## EXERCISE INSTRUCTIONS
Copy out lines with the word "this" from the material that follows.

## EXTRACTED ENTRIES
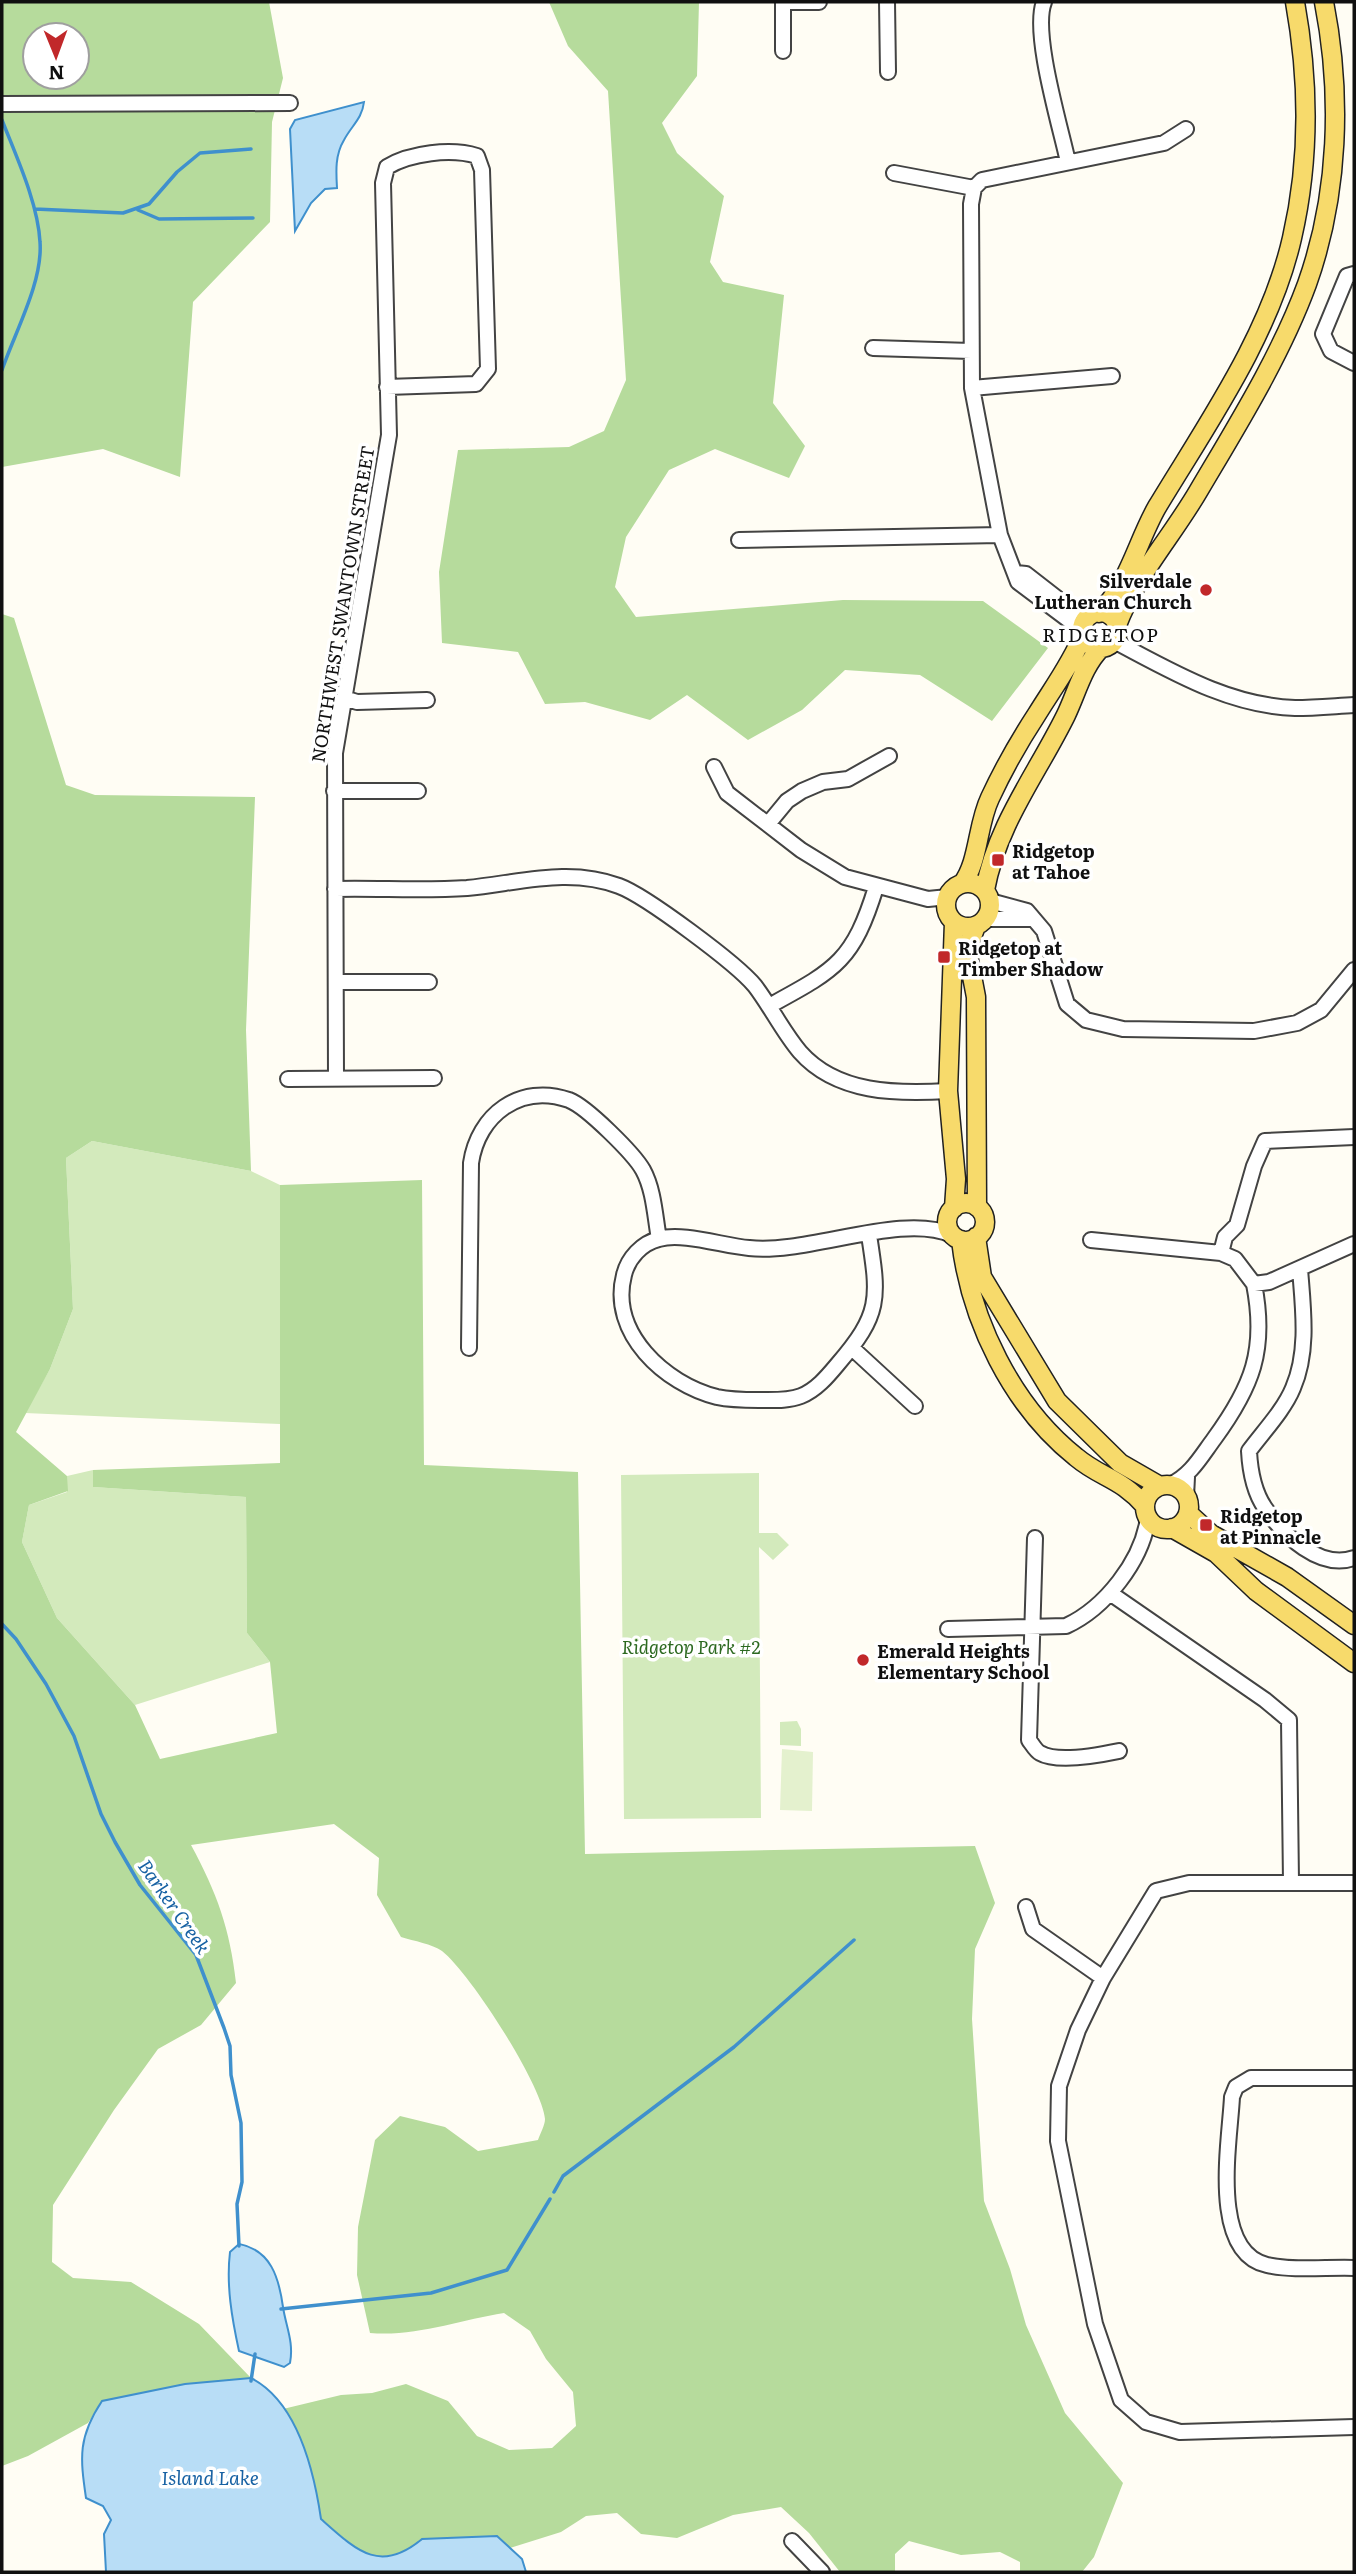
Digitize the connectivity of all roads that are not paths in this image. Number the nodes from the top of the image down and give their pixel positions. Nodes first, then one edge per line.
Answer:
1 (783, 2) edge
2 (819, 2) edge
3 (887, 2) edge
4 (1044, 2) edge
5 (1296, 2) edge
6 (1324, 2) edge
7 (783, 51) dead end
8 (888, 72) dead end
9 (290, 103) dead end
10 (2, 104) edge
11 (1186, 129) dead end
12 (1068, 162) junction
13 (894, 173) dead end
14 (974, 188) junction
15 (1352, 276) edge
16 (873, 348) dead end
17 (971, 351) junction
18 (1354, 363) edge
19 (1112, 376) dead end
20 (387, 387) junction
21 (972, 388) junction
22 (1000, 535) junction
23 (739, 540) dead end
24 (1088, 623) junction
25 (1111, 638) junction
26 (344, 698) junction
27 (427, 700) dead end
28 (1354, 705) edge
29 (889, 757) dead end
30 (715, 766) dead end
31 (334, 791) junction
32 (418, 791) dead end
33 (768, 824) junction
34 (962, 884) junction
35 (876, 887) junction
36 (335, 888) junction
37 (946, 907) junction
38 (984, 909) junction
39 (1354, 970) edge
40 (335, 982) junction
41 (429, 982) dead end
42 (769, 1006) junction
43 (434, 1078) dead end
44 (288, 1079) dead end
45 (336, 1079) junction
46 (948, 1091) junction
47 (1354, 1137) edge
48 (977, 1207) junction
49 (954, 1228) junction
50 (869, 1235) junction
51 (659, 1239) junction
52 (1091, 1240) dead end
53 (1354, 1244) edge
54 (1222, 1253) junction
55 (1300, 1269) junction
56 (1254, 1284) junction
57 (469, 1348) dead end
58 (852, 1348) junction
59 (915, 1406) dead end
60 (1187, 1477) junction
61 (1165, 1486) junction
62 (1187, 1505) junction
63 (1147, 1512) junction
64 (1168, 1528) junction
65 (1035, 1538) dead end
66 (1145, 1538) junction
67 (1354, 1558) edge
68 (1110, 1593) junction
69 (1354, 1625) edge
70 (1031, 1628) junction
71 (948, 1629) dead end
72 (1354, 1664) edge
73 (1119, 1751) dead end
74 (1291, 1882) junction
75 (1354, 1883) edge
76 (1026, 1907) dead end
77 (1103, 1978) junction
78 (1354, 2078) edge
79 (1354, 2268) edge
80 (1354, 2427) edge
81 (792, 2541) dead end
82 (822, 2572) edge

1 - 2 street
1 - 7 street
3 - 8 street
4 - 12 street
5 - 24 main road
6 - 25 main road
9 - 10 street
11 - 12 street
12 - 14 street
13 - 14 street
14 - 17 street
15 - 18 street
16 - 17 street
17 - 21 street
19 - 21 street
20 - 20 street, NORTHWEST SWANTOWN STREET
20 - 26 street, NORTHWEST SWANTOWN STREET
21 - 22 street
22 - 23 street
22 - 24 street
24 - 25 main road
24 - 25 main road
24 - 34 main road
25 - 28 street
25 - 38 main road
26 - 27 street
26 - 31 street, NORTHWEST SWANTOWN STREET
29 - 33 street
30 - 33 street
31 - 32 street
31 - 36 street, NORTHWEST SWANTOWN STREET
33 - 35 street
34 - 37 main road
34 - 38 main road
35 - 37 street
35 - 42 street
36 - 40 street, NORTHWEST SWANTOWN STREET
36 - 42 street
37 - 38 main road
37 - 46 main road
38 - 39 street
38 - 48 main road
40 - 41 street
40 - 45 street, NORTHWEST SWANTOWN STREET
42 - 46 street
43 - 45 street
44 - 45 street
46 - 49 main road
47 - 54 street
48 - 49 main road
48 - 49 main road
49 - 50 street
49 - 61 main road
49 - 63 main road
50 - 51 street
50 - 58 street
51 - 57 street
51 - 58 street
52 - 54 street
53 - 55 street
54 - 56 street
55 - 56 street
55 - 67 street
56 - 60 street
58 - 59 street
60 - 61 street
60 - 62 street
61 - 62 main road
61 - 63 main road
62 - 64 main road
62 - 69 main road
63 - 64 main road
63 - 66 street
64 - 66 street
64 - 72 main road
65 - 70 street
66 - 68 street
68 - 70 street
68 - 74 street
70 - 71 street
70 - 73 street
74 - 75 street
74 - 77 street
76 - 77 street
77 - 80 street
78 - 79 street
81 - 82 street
...
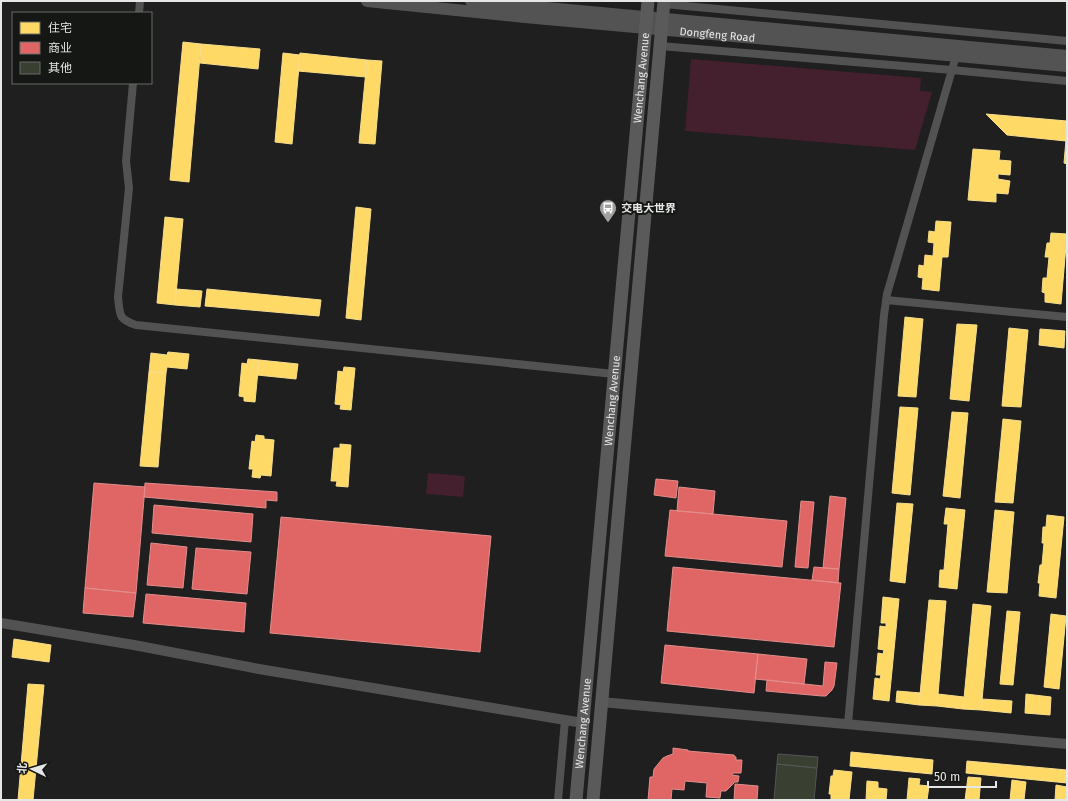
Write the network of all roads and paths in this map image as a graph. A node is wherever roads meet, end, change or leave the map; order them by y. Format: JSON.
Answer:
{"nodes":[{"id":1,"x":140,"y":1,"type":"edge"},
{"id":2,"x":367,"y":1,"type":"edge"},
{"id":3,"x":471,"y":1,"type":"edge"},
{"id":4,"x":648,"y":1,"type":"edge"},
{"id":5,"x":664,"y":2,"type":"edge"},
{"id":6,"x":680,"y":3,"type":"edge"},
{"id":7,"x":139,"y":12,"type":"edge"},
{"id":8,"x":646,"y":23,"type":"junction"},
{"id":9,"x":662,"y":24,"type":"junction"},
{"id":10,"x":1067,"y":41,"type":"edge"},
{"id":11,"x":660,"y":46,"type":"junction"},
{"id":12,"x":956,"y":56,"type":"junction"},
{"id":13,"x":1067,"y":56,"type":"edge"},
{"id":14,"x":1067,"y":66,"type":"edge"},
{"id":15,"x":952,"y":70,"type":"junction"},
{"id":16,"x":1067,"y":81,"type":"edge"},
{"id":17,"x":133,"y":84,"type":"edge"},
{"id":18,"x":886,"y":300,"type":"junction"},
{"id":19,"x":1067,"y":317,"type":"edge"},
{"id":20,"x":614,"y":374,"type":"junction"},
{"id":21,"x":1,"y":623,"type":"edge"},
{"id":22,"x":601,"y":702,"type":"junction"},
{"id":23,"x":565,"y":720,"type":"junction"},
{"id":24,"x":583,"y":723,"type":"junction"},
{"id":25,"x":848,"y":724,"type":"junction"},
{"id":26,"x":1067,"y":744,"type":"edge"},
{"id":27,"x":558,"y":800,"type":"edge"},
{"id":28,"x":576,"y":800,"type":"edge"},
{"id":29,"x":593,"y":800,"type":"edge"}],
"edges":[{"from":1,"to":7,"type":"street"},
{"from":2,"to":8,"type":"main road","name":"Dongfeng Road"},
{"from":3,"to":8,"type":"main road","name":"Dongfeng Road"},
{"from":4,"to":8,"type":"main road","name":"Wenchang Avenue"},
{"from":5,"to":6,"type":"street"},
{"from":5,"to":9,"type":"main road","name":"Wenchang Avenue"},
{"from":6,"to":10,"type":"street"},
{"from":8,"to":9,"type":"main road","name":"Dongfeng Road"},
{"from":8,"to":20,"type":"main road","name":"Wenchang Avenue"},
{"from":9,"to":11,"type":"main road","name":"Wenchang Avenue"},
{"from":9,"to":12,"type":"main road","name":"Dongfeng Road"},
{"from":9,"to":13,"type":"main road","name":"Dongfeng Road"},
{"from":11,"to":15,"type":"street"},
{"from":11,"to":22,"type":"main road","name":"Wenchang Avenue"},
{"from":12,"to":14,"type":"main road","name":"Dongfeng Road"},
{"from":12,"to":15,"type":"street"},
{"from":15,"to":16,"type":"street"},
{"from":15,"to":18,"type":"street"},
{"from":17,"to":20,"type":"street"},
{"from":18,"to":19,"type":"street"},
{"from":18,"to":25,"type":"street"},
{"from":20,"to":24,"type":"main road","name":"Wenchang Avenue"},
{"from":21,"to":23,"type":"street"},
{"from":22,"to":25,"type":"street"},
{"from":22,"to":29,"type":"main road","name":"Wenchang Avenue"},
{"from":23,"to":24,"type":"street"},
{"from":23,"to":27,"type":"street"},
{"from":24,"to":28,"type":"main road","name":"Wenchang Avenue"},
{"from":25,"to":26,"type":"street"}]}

## RESPONSE BELOW
Digitize the connectivity of all roads that are not paths in this image. Number the nodes from the top of the image down and give their pixel positions. Nodes first, then one edge per line.
Write the network of all roads and paths in this map image as a graph. A node is wherever roads meet, end, change or leave the map; order them by y. Format: JSON.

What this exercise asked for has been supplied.